Created attachment 835885 [details] blivet log
INFO:program: Running... mdadm --examine --export /dev/sdc1 INFO:program: MD_LEVEL=raid6 INFO:program: MD_DEVICES=4 INFO:program: MD_NAME=rawhide:blivet00 INFO:program: MD_ARRAY_SIZE=195.04MB INFO:program: MD_UUID=2bcefded:e757bcb3:05b3cd2c:e0337c3b INFO:program: MD_UPDATE_TIME=1386864551 INFO:program: MD_DEV_UUID=e3923673:09396bb5:66a9dd4f:eafaa2f0 INFO:program: MD_EVENTS=1 DEBUG:program: Return code: 0 INFO:program: Running... mdadm --examine --brief /dev/sdc1 INFO:program: ARRAY /dev/md/blivet00 metadata=1.2 UUID=2bcefded:e757bcb3:05b3cd2c:e0337c3b name=rawhide:blivet00 DEBUG:program: Return code: 0 <snip> ERROR:blivet: failed to create md array: memberDevices cannot be greater than totalDevices The way we find things is such that we instantiate an MDRaidArrayDevice with just one member device, then we add the other members as we find them.
This behaviour in MDRaidArrayDevice constructor was introduced in commit 1256be6ee0795ade15edcd75bfcdf5eee6cda9d5, in all probability, but that doesn't mean the behaviour is wrong. When would it ever be right for memberDevices to be larger than totalDevices? I think what we should really do is make it right in constructor and make a few of those semi-redundant parameters optional. The problem is that this constructor gets called in two completely distinct contexts...when setting up a plan for an md raid device and when finding out the current state of the device and expectations on parameters need to be different in those two different contexts. There's a parameter that distinguishes between those two conditions, it's the exists parameter. So, some checks in constructor should vary whether exists is True or not.

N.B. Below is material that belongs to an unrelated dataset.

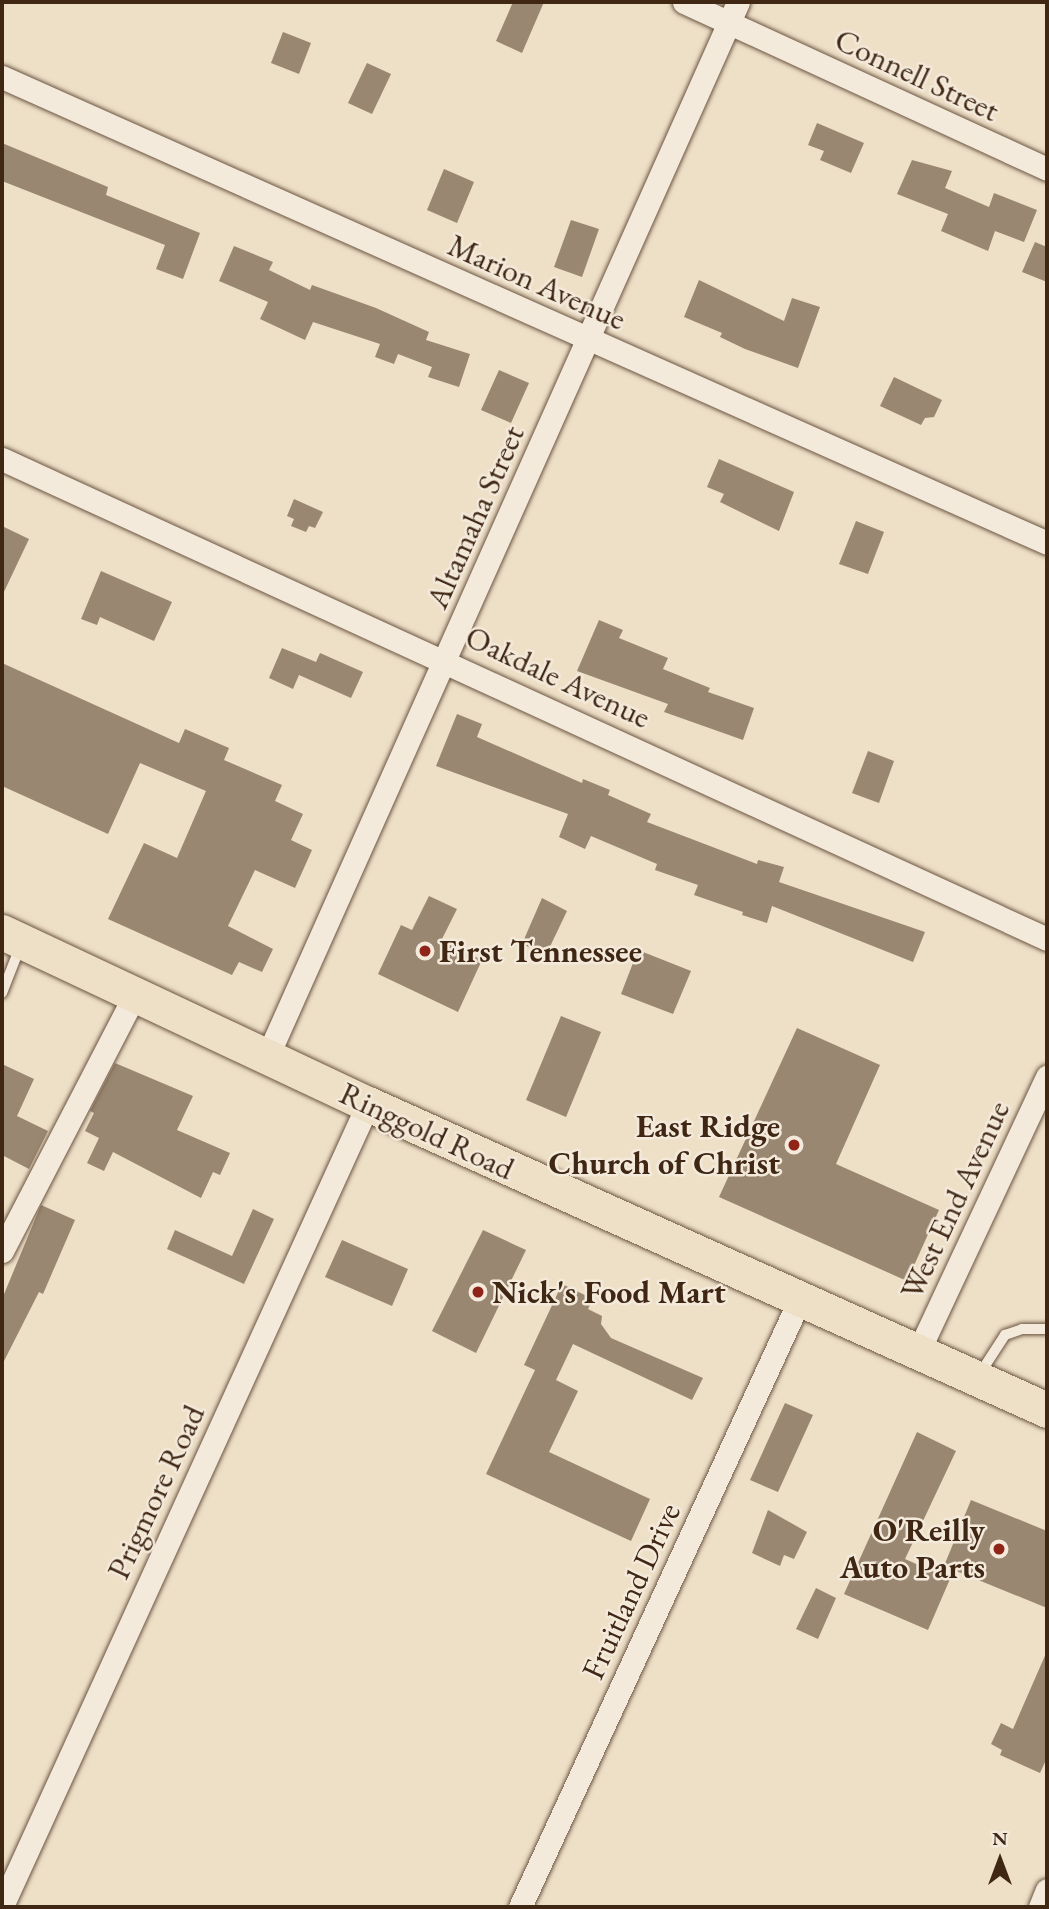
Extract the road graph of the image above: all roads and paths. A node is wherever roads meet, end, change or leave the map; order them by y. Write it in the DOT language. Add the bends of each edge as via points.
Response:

On today's rawhide (python-blivet-0.40-1.fc21.noarch) the reproducer script works well and creates MD RAID, So for me the bug is fixed. I never pass memberDevices higher than totalDevices (see the reproducer), blivet must have messed it up on its own and that has been fixed.
I'm not convinced that this good situation will last. In handleUdevMDMemberFormat() the MDRaidArrayDevice constructor is invoked. But at that point there is insufficient information available to the function to determine totalDevices, just memberDevices. I think that handleUdevMDMemberFormat() should be beefed up so that totalDevices information is available. I believe that this can be done by using mdadm --detail and think that this approach should be explored further. I'm quite clear that mdadm --detail will yield that information...I've already written the code and tests for that. It's just using it properly in handleUdevMDMemberFormat() that isn't quite so obvious. The MDRaidArrayDevice constructor should be beefed up as well.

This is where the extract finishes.